--- Problem statement ---
What lines in the material hold the string "name"? Copy out each of them.

--- Data to process ---

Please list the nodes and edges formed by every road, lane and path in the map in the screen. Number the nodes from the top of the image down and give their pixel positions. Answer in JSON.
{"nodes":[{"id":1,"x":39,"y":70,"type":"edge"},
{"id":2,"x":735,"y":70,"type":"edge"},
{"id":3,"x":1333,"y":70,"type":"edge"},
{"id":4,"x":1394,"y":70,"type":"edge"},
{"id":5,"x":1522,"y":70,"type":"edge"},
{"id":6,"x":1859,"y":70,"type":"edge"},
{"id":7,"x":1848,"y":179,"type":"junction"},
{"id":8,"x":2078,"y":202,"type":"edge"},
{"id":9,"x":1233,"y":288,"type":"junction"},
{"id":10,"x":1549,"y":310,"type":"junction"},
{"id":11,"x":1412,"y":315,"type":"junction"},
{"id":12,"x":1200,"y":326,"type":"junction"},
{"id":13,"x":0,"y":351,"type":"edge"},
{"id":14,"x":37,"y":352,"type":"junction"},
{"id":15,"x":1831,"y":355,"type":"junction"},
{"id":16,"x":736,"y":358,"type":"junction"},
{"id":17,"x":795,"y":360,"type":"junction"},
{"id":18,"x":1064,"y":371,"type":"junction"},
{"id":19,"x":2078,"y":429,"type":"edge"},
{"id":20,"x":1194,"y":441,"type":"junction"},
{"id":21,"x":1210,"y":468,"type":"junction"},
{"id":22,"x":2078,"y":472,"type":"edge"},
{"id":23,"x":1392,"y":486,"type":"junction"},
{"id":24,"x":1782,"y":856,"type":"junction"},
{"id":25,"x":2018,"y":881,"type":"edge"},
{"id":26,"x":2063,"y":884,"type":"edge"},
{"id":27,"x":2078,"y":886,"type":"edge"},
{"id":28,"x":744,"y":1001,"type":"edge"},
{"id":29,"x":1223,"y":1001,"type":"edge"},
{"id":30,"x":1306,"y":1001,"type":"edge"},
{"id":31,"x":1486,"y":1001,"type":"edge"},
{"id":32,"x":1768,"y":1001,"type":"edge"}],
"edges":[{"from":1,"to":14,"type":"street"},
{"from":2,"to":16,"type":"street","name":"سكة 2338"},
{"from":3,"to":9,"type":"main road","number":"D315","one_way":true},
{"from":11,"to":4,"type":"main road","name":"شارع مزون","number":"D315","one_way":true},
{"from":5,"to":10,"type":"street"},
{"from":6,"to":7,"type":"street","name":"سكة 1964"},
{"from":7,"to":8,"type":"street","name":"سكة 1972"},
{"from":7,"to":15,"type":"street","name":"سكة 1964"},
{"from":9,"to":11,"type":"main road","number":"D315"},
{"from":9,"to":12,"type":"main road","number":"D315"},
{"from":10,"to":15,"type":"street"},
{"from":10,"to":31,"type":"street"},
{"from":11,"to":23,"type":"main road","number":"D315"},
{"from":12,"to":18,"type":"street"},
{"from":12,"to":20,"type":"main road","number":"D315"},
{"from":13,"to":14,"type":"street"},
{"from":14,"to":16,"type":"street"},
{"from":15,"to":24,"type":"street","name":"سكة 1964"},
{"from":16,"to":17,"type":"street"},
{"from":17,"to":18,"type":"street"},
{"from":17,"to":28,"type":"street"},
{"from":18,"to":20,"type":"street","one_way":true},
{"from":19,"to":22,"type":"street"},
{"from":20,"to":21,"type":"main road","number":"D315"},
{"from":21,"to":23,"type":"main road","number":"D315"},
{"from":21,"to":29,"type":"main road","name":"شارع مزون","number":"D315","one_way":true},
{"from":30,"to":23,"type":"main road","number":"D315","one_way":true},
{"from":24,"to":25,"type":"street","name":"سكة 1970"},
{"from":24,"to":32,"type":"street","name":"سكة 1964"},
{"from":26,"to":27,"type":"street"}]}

--- Answer for the task ---
{"from":2,"to":16,"type":"street","name":"سكة 2338"},
{"from":11,"to":4,"type":"main road","name":"شارع مزون","number":"D315","one_way":true},
{"from":6,"to":7,"type":"street","name":"سكة 1964"},
{"from":7,"to":8,"type":"street","name":"سكة 1972"},
{"from":7,"to":15,"type":"street","name":"سكة 1964"},
{"from":15,"to":24,"type":"street","name":"سكة 1964"},
{"from":21,"to":29,"type":"main road","name":"شارع مزون","number":"D315","one_way":true},
{"from":24,"to":25,"type":"street","name":"سكة 1970"},
{"from":24,"to":32,"type":"street","name":"سكة 1964"},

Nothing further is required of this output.